Arnold explained that there’s huge variation in how susceptible people are to these kinds of headaches, but his previous study found that the more illusions experienced (all sorts, changes in colour, movement etc) when you look at stripes, the more susceptible you seem to be to this stripe-induced headaches. And whatsmore, this may be a particular issue for people who suffer from migraine with aura. As Anna was saying earlier, aura are the squiggly lines of visual disturbance that some ppl experience with a migraine headache.
So what can be done about these stripe-inducing headaches? Because we don’t always have control over what our environments look like. Maybe you can paint your bedroom a different colour if its bothering you, but re-designing local office blocks is a whole other ballgame. Back to Arnold...
Arnold - I think it's fair to say that architects are becoming aware of them now. And interested in them. It is quite unnecessary to decorate buildings with high contrast stripes. And indeed some architects have gone so far as to get gardens to grow up the side of buildings. And that's a very nice way of overcoming some of the aggressive architecture that you otherwise get.

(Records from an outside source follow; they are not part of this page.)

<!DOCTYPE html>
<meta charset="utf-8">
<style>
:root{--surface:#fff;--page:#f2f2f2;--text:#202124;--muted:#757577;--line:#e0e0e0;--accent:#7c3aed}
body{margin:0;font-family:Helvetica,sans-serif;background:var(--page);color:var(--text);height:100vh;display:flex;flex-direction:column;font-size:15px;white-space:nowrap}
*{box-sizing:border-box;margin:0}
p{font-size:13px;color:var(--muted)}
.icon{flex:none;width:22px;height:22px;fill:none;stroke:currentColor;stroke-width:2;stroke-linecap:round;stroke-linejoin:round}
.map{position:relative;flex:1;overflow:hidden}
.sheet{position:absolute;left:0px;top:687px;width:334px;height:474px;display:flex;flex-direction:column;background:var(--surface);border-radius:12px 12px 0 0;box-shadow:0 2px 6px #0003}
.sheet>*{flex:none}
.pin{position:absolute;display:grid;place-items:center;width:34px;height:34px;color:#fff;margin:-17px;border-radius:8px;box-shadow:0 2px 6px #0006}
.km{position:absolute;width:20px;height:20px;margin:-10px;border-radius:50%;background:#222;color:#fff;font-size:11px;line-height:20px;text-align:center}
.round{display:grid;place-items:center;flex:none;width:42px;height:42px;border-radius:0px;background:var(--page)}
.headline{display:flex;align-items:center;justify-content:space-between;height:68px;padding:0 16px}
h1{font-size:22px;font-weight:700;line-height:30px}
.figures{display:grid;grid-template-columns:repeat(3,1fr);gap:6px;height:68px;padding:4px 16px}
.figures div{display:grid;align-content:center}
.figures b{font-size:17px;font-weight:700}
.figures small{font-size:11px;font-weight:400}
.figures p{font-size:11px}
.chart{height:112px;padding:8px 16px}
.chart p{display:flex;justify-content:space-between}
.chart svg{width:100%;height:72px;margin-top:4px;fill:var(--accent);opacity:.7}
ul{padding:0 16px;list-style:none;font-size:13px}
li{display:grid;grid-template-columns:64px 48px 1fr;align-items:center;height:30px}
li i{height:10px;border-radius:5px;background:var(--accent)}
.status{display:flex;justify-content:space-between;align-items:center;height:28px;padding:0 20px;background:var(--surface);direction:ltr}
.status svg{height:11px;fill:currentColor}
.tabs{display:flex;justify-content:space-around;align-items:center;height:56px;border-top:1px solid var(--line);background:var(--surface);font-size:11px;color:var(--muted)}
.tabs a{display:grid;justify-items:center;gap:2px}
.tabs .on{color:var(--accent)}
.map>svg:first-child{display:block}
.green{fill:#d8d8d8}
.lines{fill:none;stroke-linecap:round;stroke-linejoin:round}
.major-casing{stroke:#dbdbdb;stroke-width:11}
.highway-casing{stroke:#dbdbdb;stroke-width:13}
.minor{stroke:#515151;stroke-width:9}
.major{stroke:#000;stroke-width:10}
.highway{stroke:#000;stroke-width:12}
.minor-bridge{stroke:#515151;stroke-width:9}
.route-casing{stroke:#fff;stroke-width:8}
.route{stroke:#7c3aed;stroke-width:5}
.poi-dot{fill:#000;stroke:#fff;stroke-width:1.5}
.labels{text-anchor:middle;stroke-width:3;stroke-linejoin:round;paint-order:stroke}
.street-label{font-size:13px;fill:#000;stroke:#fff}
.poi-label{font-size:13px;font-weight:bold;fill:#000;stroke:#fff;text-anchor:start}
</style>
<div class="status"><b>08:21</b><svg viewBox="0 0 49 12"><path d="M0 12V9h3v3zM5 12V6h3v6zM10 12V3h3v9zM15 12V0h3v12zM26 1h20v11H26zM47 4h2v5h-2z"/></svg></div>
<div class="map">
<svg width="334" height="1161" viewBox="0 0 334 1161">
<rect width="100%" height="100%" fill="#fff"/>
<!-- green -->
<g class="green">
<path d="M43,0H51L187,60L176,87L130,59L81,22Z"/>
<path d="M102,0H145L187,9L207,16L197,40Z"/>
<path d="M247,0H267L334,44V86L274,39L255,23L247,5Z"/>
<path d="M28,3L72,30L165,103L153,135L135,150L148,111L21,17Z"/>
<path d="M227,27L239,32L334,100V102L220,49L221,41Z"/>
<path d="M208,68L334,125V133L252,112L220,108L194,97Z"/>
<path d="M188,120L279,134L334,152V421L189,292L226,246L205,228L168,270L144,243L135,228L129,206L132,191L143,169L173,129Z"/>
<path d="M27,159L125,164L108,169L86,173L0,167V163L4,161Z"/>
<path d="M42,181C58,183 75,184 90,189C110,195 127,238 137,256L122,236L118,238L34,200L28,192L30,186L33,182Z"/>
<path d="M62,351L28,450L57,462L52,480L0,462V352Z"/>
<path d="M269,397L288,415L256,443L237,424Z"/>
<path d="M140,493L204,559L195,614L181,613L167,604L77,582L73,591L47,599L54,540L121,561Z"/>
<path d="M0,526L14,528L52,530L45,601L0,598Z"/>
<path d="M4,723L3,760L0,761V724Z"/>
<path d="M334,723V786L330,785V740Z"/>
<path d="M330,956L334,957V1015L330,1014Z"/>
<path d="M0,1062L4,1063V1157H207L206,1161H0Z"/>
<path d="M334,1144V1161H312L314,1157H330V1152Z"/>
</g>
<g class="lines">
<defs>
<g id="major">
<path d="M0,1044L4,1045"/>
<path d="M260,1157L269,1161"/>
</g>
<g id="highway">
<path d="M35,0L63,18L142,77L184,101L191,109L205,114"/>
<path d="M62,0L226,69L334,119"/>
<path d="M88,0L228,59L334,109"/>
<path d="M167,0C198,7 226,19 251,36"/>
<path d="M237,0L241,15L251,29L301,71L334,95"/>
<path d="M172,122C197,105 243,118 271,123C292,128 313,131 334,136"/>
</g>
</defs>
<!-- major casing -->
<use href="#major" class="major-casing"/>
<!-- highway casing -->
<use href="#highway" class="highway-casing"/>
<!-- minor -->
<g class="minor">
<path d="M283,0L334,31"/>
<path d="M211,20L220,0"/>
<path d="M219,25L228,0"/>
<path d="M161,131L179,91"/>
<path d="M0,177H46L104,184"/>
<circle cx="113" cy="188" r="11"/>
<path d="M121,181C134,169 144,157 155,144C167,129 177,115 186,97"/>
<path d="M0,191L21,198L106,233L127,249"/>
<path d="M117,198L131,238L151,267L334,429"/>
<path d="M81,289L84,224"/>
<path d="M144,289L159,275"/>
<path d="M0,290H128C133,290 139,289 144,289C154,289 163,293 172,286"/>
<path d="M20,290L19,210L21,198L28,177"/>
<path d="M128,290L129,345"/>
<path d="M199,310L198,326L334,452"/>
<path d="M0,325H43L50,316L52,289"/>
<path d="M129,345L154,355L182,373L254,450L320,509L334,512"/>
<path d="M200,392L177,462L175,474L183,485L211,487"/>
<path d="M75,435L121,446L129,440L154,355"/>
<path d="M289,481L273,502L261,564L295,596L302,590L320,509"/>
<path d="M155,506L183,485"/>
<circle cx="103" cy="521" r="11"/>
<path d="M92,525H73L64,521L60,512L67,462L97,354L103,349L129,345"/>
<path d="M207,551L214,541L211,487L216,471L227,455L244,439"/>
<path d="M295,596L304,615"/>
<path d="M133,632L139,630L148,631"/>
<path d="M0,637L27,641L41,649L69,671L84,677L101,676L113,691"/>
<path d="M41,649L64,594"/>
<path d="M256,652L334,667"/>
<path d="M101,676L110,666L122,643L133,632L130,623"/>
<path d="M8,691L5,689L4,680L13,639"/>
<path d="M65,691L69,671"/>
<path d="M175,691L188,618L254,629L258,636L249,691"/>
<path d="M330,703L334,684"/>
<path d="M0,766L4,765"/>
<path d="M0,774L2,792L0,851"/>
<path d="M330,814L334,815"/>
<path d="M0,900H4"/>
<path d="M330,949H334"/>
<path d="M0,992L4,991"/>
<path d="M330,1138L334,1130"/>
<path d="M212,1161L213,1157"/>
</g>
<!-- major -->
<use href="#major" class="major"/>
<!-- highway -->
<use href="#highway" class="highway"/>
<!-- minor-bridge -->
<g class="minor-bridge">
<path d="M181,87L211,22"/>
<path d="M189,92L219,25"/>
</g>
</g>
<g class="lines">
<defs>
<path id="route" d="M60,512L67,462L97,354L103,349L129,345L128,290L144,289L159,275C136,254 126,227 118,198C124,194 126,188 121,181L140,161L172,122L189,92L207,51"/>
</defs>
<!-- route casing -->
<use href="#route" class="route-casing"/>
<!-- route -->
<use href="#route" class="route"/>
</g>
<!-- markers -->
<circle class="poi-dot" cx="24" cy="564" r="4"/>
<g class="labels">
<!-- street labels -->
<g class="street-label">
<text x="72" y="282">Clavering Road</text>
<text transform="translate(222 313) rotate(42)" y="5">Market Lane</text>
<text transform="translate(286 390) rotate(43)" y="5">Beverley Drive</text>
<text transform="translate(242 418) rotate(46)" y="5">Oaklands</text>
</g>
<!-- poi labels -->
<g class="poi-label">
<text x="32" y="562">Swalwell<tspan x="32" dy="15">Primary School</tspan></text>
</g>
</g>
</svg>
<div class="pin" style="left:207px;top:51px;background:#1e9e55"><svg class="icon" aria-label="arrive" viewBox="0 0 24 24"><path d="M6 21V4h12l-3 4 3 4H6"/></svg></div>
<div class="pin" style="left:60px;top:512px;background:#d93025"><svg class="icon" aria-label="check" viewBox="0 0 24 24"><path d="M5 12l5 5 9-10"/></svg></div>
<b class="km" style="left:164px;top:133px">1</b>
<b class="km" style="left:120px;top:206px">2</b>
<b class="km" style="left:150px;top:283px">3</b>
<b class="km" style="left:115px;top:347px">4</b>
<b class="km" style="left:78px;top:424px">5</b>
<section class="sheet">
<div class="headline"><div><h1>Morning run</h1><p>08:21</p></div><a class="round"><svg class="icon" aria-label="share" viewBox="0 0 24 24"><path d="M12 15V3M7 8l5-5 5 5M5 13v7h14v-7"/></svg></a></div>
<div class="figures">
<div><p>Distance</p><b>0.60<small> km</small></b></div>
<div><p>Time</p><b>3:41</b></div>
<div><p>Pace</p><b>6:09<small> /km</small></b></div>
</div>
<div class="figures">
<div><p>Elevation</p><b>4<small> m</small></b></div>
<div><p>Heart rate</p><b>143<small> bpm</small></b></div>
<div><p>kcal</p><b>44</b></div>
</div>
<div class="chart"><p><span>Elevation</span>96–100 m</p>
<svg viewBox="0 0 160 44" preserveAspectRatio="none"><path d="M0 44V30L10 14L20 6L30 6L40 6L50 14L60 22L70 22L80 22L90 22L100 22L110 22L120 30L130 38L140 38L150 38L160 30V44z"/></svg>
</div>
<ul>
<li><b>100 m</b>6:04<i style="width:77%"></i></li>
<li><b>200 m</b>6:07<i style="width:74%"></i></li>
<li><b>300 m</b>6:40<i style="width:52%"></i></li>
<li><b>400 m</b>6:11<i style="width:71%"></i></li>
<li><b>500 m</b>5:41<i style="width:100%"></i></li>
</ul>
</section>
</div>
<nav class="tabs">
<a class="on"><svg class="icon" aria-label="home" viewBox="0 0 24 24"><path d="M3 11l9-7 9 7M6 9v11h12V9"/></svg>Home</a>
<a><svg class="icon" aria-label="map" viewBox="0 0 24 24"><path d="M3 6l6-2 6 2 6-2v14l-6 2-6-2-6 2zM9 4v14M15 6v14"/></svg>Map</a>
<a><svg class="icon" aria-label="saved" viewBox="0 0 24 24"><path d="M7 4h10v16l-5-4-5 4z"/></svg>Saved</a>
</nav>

There are things you can do about your susceptibility, other than changing the environment, which is to change your local environment, your vision, by wearing coloured glasses. This may seem very strange -
Katie - It actually doesn't seem strange at all Arnold. Because I have prescription glasses cause I'm too scared to wear contact lenses! But my sunglasses are brown tinted. And I always love the summer because I get to wear my brown tinted glasses. Life looks nicer to be honest through them! But sometimes when my eyes are tired, I wear them inside. And I must look like an idiot, but I do it because when I'm looking at a screen, I feel better. It doesn't seem strange to me.
Arnold - Well, we've just done a study. This was done by Alex Vieira, who was a student of mine. She asked individuals with migraine, with aura, to look at text in an apparatus that I designed a while ago called the Intuitive Colorimeter, which just allows people to change the colour of light falling on the text, and to vary it systematically in a controlled way so that we could overcome the effects of colour adaptation and so on. And the interesting thing was that all of the individuals who had migraine with aura chose a very strongly saturated colour, a very strong colour, very different from one individual to another. But, when we gave them glasses of that colour so that they could get that coloured light under normal illumination, their ability to search for words in text was greatly improved.
When we gave the same task to individuals who didn't have migraine, or had migraine without aura, no such choice of strong colours. Everybody chose the colours they would normally experience in everyday life. So from a yellow, through to a white, through to a bluey-white from the sky. So, there are huge differences in the choice that people with migraine with aura make as compared with migraine without aura or headache-free people. There's a clear link between migraine with aura and colour, which is curious, and we've got to explore it further.
Katie - Do you know what's going on?
Arnold - Well, we know that when people wear a colour they find comfortable for looking at things, the size of the hemodynamic response in the visual cortex is reduced. In migraine, one of the early findings was that people with migraine have an abnormally large hemodynamic response in the cortex. The brain was measured using fMRI, and you look at something called the blood oxygenation level dependent signal. And that was larger than in headache-free individuals, in response to certain patterns. When these individuals with migraine with aura wore coloured spectacles of the choice of colour they found comfortable, that abnormal response was reduced. It was normalised. Whereas when they wore coloured glasses with a different colour, there was no such reduction. So the colour choice is critical. It's only when you get the colour right for the individual that you get these beneficial effects.